What I feel people will be Googling most though is if there’s ever been another tie in Oscar history, since both Skyfall and Zero Dark Thirty won for Sound Editing… either way, good for both of them!
Finally, my last and most important award reaction, Animated Feature going to Brave? Bull. Shit. Go watch Wreck-It Ralph or ParaNorman. Now those films deserved an award!
Going back to Seth Macfarlane, I knew from the moment he was announced as a host that I would love him. If he were the go-to host for the next… we’ll say five years, I’d be ecstatic. Whether his jokes were on or off-script, the majority were fairly hilarious. His little dance numbers and brief songs at the start of the show were definitely some of the stronger moments—although the “intro” also ran longer than it should have. With a very strange drop-in by an elderly James T. Kirk (William Shatner), the odd skit was greatly livened up by some classy dance numbers performed by Channing Tatum with Charlize Theron, and Daniel Radcliff with Joseph Gordon-Levitt (and Flight recreated with sock puppets was pretty amazing too). Even as the show ran about 40 minutes overtime, Macfarlane, albeit nervous, never completely lost his cool, and brought some of the better-improvised jokes of the evening during that time period.

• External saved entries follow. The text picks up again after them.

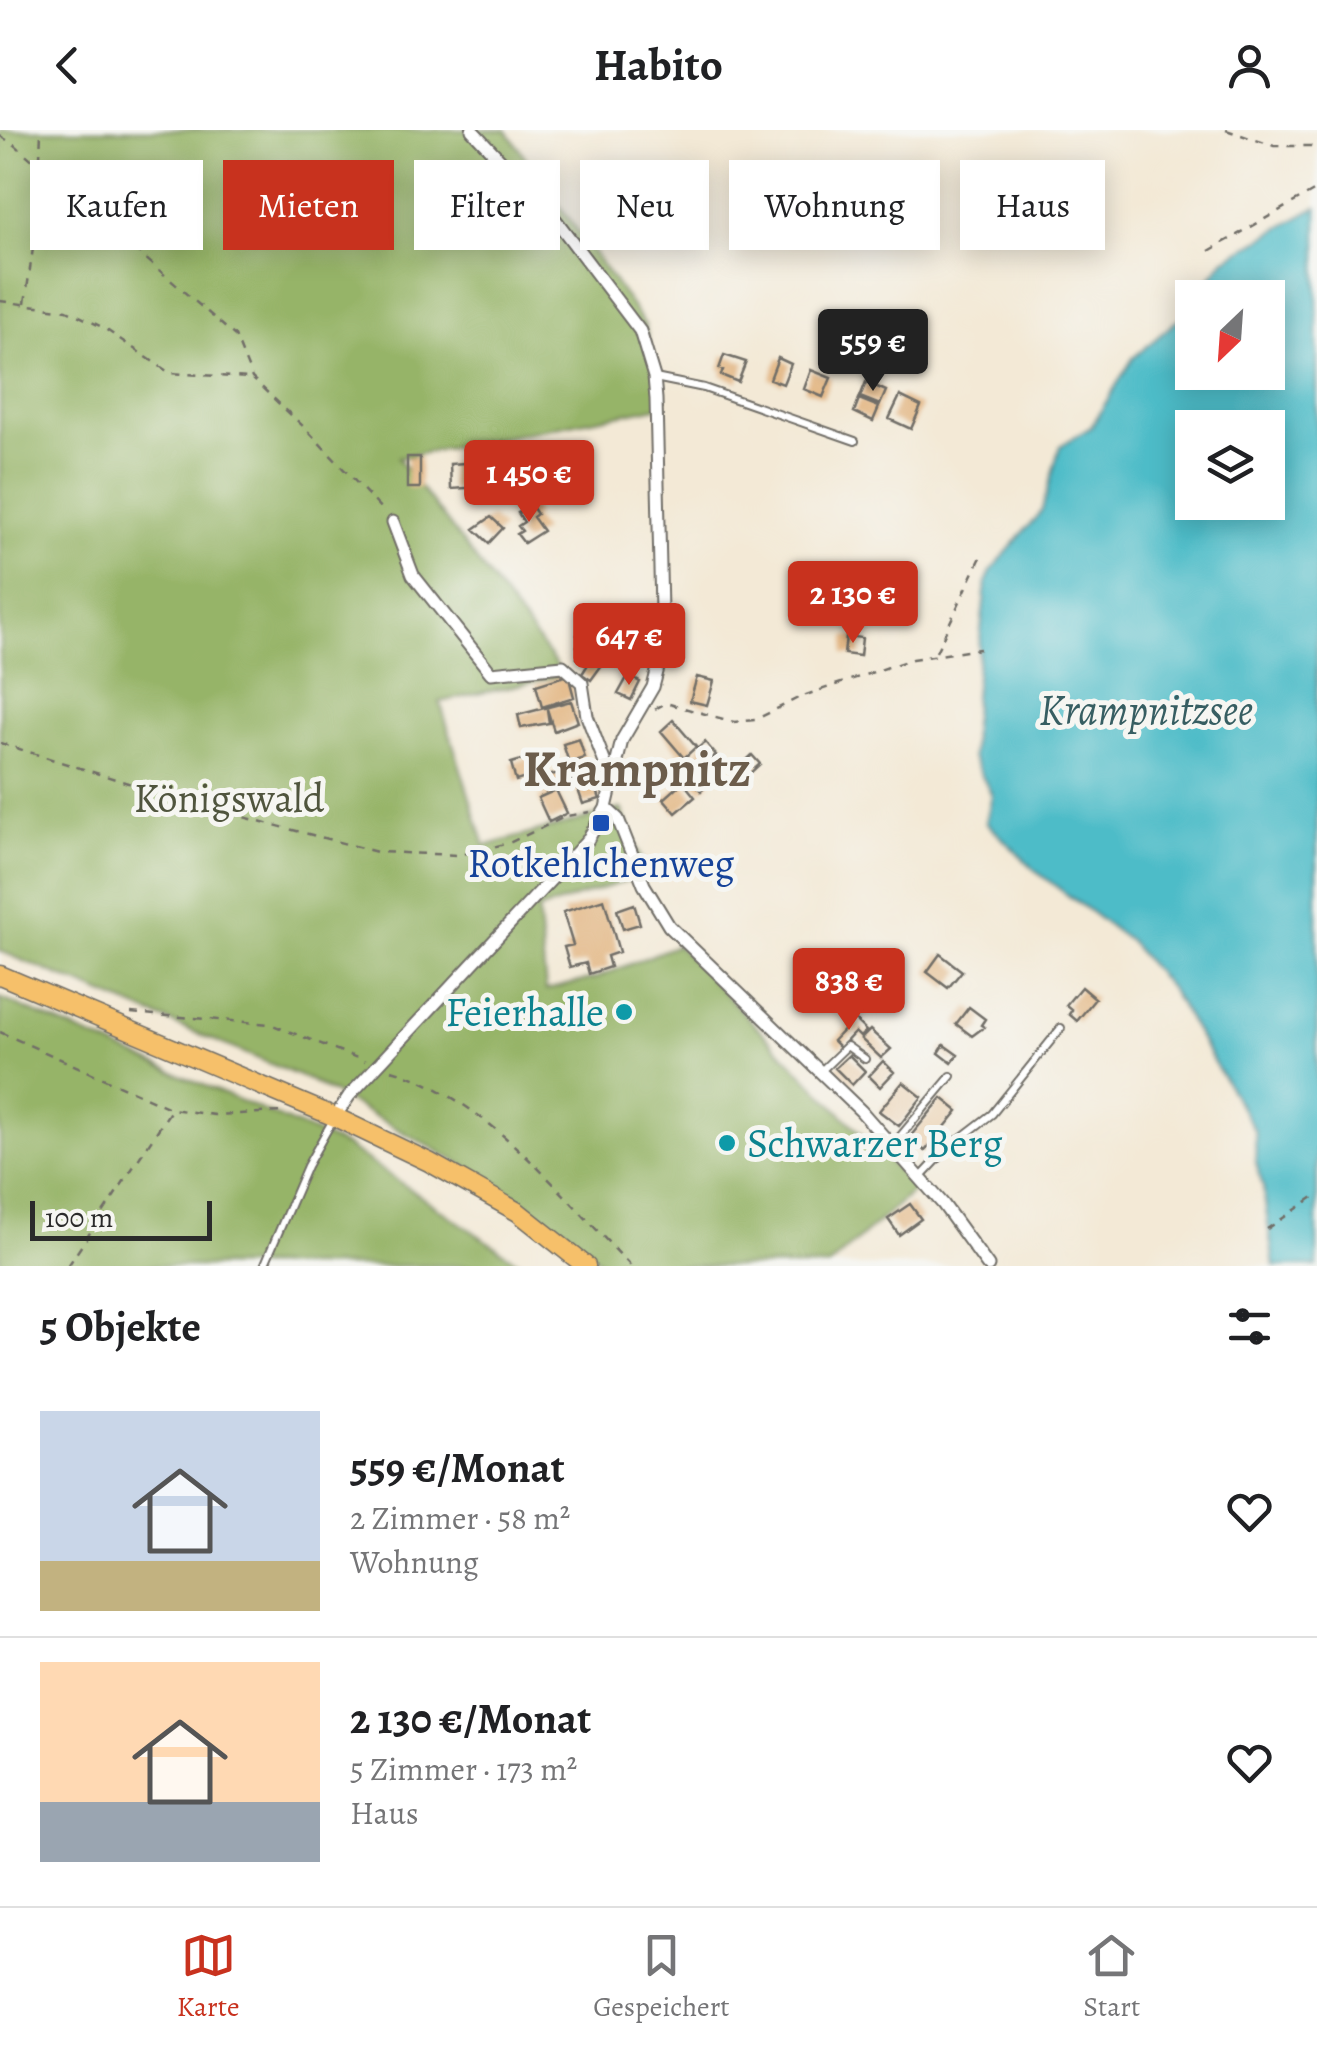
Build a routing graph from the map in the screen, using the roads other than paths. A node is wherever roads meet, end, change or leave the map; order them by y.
1 (472, 130) edge
2 (654, 378) junction
3 (854, 441) dead end
4 (393, 522) road end
5 (612, 783) junction
6 (606, 808) junction
7 (0, 975) edge
8 (1061, 1028) dead end
9 (865, 1059) dead end
10 (820, 1072) junction
11 (951, 1076) dead end
12 (335, 1117) junction
13 (892, 1146) junction
14 (921, 1178) junction
15 (264, 1266) edge
16 (586, 1266) edge
17 (988, 1266) edge

1 - 2 street
2 - 3 lane
2 - 5 street
4 - 5 street
5 - 6 street
6 - 10 street
6 - 12 street
7 - 12 main road
8 - 14 lane
9 - 10 lane
10 - 13 street
11 - 13 lane
12 - 15 lane
12 - 16 main road
13 - 14 street
14 - 17 street

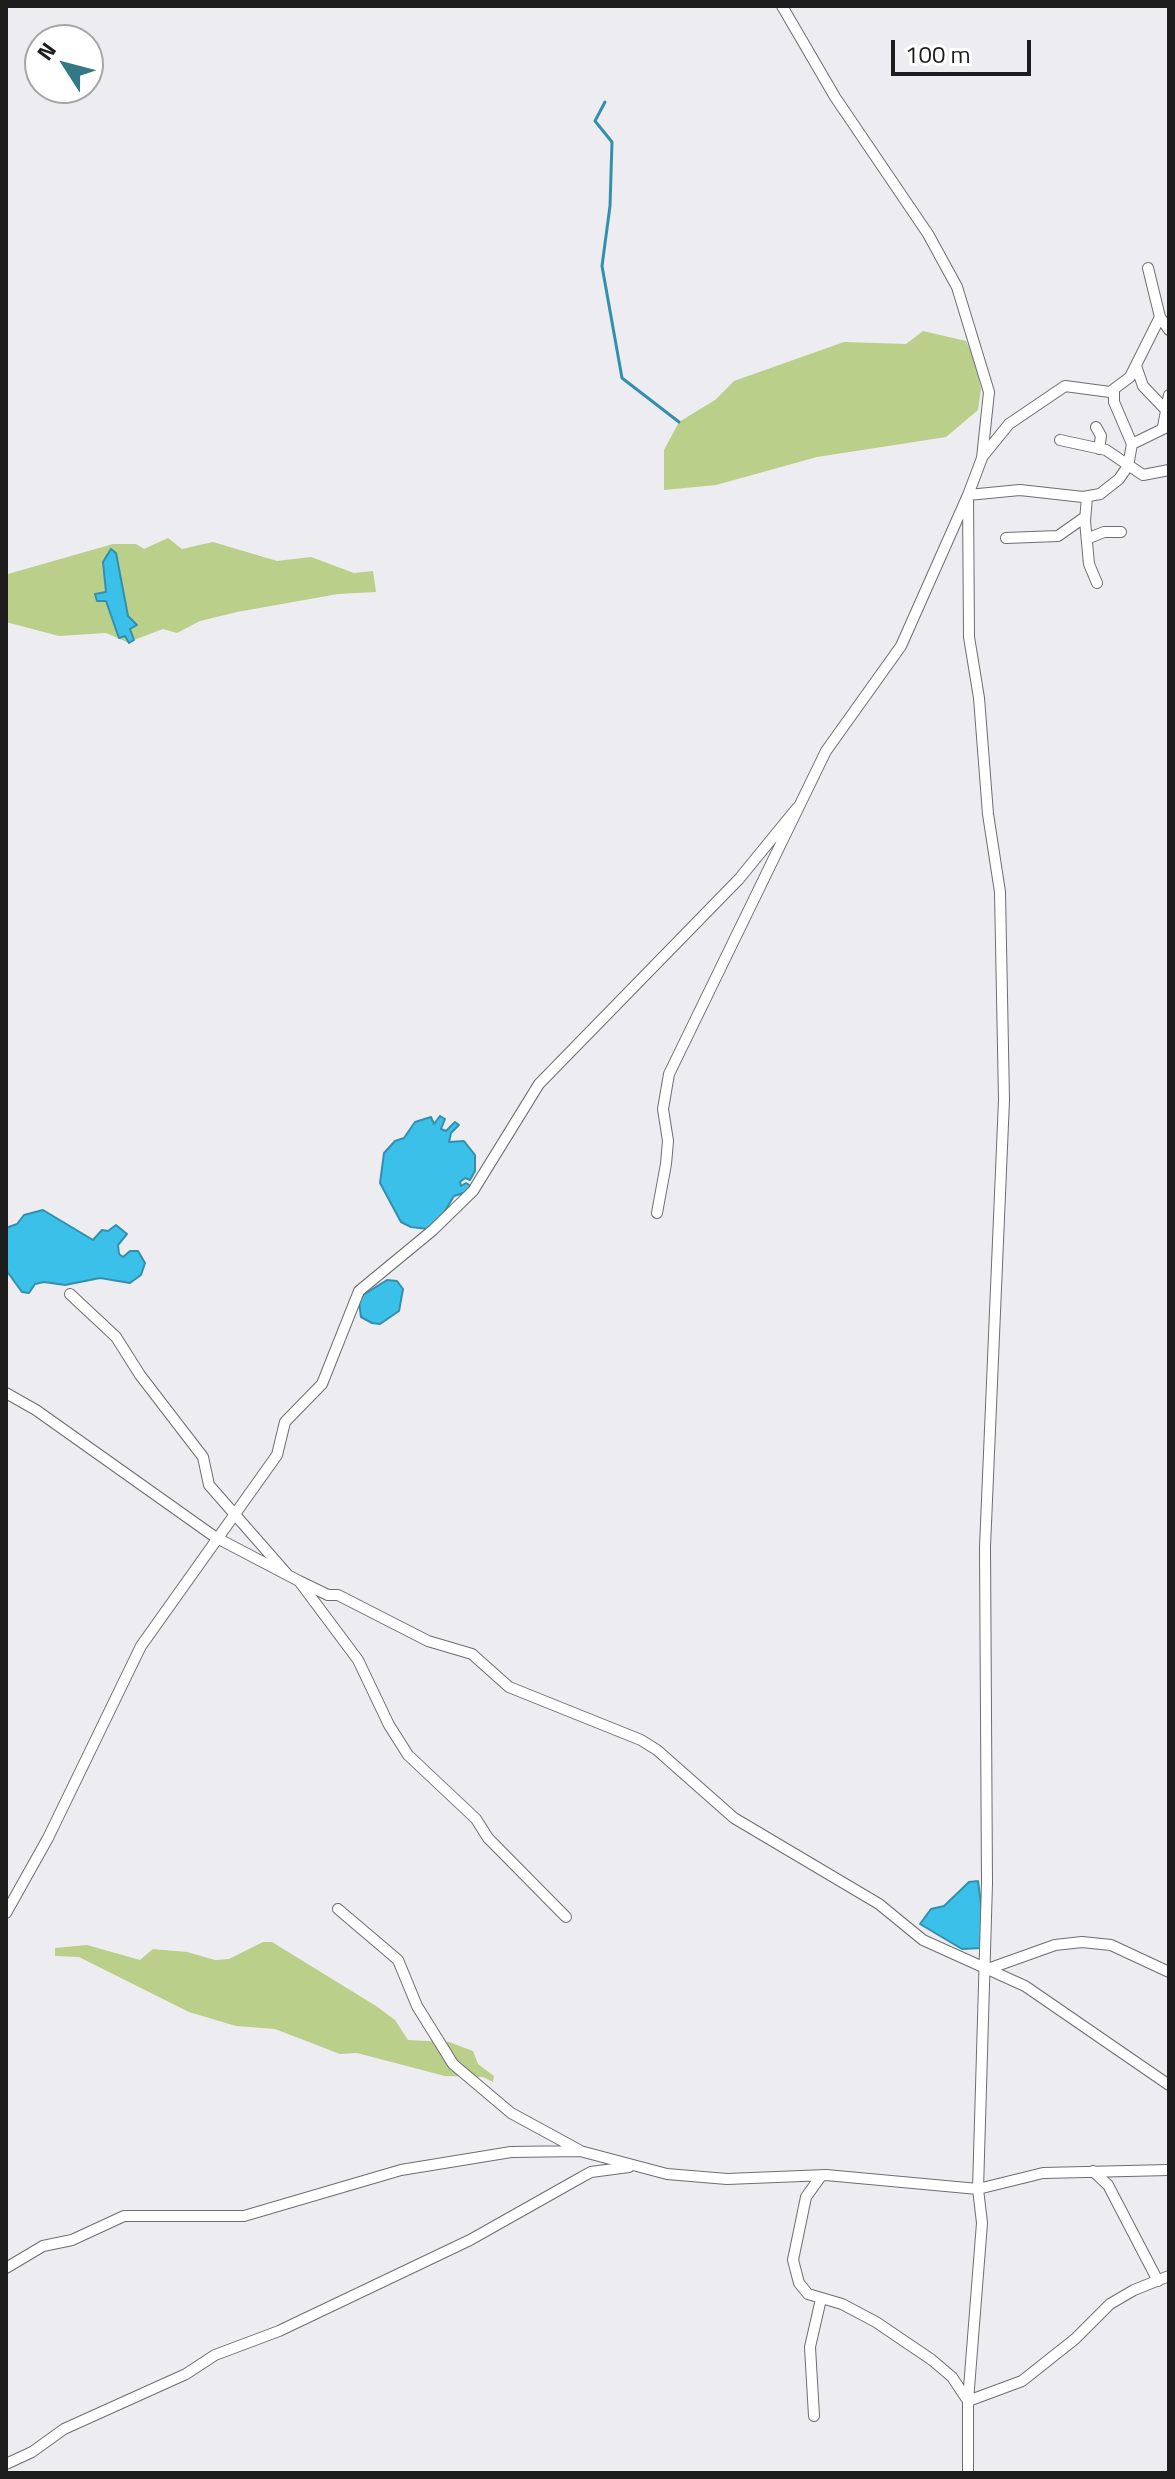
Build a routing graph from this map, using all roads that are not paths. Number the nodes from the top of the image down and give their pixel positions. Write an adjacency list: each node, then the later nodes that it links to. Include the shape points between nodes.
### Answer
1 (782, 6): 14 (street, via 957,287 989,392)
2 (1148, 268): 3 (street)
3 (1160, 317): 4 (street); 5 (street)
4 (1169, 330)
5 (1136, 364): 6 (street); 8 (street, via 1141,383)
6 (1114, 390): 12 (street); 14 (street, via 1065,386 1009,424)
7 (1169, 395): 8 (street)
8 (1165, 409): 10 (street)
9 (1096, 427): 13 (street)
10 (1166, 427): 12 (street)
11 (1060, 440): 13 (street)
12 (1132, 444): 15 (street)
13 (1099, 449): 15 (street)
14 (982, 458): 17 (street)
15 (1128, 466): 16 (street, via 1143,475); 18 (street, via 1110,489)
16 (1169, 470)
17 (968, 495): 18 (street, via 1020,490); 24 (street, via 901,646 836,732); 37 (street, via 969,637 1000,892 1005,1046 985,1547)
18 (1087, 497): 19 (street)
19 (1085, 517): 21 (street, via 1058,536); 22 (street)
20 (1121, 532): 22 (street)
21 (1006, 538)
22 (1089, 538): 23 (street, via 1089,564)
23 (1097, 583)
24 (797, 808): 25 (street, via 669,1074 663,1109 668,1141); 28 (street, via 739,879 539,1084 473,1191 359,1291 322,1384 285,1422 277,1455)
25 (657, 1213)
26 (70, 1294): 28 (street, via 116,1337 203,1457 209,1485)
27 (6, 1393): 29 (street)
28 (234, 1511): 29 (street); 30 (street)
29 (215, 1537): 30 (street); 35 (street, via 141,1646)
30 (287, 1574): 31 (street)
31 (299, 1581): 33 (street); 36 (street, via 358,1660 408,1755)
32 (337, 1583): 33 (street)
33 (328, 1595): 37 (street, via 338,1595 428,1641 472,1654 509,1687 641,1740 734,1818 871,1899 923,1940)
34 (338, 1909): 40 (street, via 398,1960 417,2006 453,2064 511,2113)
35 (6, 1913)
36 (566, 1917)
37 (985, 1970): 38 (street, via 1055,1945 1082,1942 1111,1945); 39 (street, via 1025,1986); 45 (street)
38 (1169, 1972)
39 (1169, 2085)
40 (580, 2151): 41 (street); 46 (street, via 441,2161 244,2216 124,2216 72,2240 43,2246)
41 (637, 2167): 44 (street, via 727,2179); 52 (street, via 610,2168 580,2178 470,2240 279,2331 215,2355 186,2374 64,2429)
42 (1169, 2170): 43 (street)
43 (1093, 2171): 45 (street, via 1043,2173); 48 (street, via 1108,2185)
44 (821, 2176): 45 (street); 49 (street, via 806,2197 793,2260 804,2291)
45 (978, 2189): 50 (street, via 982,2223)
46 (6, 2268)
47 (1169, 2276): 48 (street)
48 (1158, 2281): 50 (street, via 1112,2303 1022,2381)
49 (821, 2299): 50 (street, via 876,2322 932,2360); 51 (street, via 810,2347)
50 (968, 2401): 53 (street)
51 (814, 2416)
52 (6, 2464)
53 (968, 2473)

What kept the class-factor up as Macfarlane stood to the side for those always god-awful award presentations were, again, the song performances. From Catherine Zeta-Jones’ lively rendition of “All That Jazz” to 76-year-old Shirley Bassey’s jaw-dropping performance of “Goldfinger,” the musical performances never failed to impress. One of the bigger highlights though was definitely the live full-cast performance of “Suddenly” from Les Misérables—Hugh, Anne, Amanda, and even Russell were all fantastic to watch.
As for the weirder moments, I suppose a good place to start might be the CGI recreation of Ted (voiced by Seth Macfarlane) for an award presentation with Matt Damon. While I’ll say the CGI on Ted was incredibly lifelike, it was also unsettling to look at, especially during the many zoom-ins. Then there was the co-presentation of Best Picture, done by Jack Nicholson—which made me happy—and for some inexplicable reason, Michelle Obama—which made me confused. Without exaggeration, there was no reason for the First Lady (via video feed, I should add) to be presenting that award. There was also poor Jennifer Lawrence’s fall on her way up to the podium for her speech, but she recovered with a delightfully self-aware acceptance. Speaking of speeches, the most entertaining speech of the night belonged to Ben Affleck after Argo won Best Picture—speeding along, stumbling, and seemingly on the verge of tears, Affleck’s speech made sitting still for nearly four hours almost worth it.
And with that you have the 85th Academy Awards summed up in a nutshell. The ceremony wasn’t anything spectacular, but it was largely a treat to watch, and it’s raised the bar for next year’s ceremony. Until then, go watch some quality movies!